WHAT YOU NEED TO DO: If a line in the records below contains the word "الرزاق", copy it out.

<<<<

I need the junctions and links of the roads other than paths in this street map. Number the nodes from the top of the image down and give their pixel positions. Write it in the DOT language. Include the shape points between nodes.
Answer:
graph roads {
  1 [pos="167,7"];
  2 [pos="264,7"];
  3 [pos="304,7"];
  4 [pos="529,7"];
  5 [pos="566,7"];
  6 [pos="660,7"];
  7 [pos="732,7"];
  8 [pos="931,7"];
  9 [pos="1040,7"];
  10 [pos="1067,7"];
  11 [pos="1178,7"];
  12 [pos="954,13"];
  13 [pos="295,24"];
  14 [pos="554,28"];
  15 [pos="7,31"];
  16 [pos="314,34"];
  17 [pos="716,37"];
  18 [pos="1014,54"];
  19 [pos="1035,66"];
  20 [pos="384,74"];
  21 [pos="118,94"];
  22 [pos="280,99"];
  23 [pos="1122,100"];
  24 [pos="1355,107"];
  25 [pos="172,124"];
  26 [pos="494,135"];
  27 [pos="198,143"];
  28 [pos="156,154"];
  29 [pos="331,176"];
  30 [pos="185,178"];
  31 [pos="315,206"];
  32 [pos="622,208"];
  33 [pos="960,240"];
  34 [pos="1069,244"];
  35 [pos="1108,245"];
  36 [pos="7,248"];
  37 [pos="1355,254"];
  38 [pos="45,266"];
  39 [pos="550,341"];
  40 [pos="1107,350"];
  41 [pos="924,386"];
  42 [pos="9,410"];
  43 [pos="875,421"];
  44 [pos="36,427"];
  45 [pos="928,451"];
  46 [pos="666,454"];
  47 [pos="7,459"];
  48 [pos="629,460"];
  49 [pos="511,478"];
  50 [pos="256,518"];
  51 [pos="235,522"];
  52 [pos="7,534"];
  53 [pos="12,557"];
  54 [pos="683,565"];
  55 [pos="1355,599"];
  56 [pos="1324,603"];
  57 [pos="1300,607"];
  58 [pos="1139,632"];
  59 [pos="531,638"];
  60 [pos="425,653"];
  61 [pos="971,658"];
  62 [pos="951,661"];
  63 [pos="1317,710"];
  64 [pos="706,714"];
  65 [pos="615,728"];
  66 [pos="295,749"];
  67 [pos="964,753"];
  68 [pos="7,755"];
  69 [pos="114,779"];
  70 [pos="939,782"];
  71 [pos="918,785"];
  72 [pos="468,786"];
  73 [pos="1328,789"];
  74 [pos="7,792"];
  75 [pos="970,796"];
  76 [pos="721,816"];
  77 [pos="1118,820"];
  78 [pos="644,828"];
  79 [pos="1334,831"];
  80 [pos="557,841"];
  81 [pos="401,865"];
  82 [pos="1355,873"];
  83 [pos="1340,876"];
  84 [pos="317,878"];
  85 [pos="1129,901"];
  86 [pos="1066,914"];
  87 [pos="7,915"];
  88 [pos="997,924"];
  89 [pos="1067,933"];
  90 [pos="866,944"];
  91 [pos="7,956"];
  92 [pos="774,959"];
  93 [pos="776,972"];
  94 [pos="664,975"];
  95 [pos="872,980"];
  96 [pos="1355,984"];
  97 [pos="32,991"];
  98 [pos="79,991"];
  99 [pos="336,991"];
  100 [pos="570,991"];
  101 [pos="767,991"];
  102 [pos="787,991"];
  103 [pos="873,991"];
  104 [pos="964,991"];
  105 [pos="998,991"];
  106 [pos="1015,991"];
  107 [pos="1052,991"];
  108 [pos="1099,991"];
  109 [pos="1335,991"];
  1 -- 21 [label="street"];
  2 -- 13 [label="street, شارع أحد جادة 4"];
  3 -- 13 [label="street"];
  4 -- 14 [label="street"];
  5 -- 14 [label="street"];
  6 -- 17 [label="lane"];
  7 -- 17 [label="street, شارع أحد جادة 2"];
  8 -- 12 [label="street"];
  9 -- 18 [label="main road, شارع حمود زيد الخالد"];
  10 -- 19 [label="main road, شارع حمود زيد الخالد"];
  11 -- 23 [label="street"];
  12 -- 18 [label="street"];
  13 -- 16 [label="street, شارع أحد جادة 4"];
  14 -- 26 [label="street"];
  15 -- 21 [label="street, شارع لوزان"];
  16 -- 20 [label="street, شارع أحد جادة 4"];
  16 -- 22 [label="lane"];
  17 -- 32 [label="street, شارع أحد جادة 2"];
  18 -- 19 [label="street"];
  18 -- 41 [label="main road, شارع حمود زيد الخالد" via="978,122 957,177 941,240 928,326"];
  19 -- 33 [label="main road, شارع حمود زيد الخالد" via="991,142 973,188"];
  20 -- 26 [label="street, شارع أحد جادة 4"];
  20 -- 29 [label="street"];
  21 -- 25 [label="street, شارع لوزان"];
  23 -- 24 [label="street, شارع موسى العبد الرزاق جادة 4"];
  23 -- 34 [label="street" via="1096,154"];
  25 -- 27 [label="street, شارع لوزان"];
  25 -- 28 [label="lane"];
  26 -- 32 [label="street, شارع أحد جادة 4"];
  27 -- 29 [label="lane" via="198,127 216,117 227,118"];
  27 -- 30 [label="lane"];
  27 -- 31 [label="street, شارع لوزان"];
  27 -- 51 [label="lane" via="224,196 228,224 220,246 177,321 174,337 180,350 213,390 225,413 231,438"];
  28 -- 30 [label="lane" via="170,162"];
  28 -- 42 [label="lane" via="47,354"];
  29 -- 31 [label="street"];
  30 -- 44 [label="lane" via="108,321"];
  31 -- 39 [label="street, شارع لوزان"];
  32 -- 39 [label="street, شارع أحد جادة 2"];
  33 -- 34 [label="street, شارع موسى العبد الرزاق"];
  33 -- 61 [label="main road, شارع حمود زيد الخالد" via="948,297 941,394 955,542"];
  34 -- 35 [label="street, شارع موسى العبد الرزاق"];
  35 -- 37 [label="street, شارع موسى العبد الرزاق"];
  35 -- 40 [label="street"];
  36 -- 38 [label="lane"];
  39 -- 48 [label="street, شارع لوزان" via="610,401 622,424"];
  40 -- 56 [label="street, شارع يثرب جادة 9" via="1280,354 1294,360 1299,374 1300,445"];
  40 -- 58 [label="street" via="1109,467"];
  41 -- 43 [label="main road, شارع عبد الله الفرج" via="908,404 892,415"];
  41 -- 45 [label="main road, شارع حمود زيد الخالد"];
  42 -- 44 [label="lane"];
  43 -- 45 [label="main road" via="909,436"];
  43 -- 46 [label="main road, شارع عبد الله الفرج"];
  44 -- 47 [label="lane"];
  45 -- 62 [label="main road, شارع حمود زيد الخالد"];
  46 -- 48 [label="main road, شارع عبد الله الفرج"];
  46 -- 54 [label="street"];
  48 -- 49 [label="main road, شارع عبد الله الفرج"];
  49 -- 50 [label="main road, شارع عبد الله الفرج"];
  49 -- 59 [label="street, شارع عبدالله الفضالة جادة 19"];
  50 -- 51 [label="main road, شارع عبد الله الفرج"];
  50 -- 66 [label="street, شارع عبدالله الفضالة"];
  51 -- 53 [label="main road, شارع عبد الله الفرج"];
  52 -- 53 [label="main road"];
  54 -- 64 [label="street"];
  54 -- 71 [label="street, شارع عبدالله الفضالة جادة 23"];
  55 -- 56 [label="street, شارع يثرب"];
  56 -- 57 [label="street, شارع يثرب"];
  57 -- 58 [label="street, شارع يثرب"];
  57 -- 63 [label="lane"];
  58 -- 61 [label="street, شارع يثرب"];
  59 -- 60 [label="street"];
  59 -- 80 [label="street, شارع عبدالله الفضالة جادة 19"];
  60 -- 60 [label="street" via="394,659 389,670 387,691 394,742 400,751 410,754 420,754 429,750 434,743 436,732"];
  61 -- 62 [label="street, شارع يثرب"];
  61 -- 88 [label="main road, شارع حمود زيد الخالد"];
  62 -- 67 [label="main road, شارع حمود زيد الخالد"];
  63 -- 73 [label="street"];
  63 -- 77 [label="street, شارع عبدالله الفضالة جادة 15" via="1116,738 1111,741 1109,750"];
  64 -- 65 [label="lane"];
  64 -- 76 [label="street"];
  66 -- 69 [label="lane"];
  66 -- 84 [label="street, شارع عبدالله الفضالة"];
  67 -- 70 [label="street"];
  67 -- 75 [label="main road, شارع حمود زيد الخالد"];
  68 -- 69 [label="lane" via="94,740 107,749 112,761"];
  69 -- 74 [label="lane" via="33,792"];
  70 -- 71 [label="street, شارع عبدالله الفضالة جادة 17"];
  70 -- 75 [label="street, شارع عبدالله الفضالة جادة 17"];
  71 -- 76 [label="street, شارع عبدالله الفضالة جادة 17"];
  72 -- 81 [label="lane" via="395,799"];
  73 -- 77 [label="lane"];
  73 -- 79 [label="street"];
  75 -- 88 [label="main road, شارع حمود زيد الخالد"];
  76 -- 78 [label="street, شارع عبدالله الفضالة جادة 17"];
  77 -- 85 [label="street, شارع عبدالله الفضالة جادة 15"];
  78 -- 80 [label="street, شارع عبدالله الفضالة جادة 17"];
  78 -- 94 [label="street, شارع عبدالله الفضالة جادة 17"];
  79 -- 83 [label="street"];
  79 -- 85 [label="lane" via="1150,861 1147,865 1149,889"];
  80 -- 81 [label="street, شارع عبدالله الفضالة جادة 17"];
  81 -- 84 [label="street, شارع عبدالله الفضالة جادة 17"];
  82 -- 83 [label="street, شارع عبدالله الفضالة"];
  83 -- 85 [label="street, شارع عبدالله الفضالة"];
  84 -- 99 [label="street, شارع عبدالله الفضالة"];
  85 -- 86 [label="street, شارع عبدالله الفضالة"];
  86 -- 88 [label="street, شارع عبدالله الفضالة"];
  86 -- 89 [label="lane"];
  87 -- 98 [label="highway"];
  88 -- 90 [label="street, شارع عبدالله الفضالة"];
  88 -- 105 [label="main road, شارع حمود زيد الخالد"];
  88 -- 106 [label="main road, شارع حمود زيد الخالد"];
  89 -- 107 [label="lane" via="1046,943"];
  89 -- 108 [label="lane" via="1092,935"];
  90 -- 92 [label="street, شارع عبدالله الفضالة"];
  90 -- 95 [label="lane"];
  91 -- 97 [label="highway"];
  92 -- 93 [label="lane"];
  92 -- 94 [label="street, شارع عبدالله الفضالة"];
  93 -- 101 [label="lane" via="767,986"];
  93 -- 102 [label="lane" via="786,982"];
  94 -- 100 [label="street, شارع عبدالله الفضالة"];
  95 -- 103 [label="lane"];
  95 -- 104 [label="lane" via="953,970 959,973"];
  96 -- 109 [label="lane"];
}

>>>>

ANSWER SECTION:
  23 -- 24 [label="street, شارع موسى العبد الرزاق جادة 4"];
  33 -- 34 [label="street, شارع موسى العبد الرزاق"];
  34 -- 35 [label="street, شارع موسى العبد الرزاق"];
  35 -- 37 [label="street, شارع موسى العبد الرزاق"];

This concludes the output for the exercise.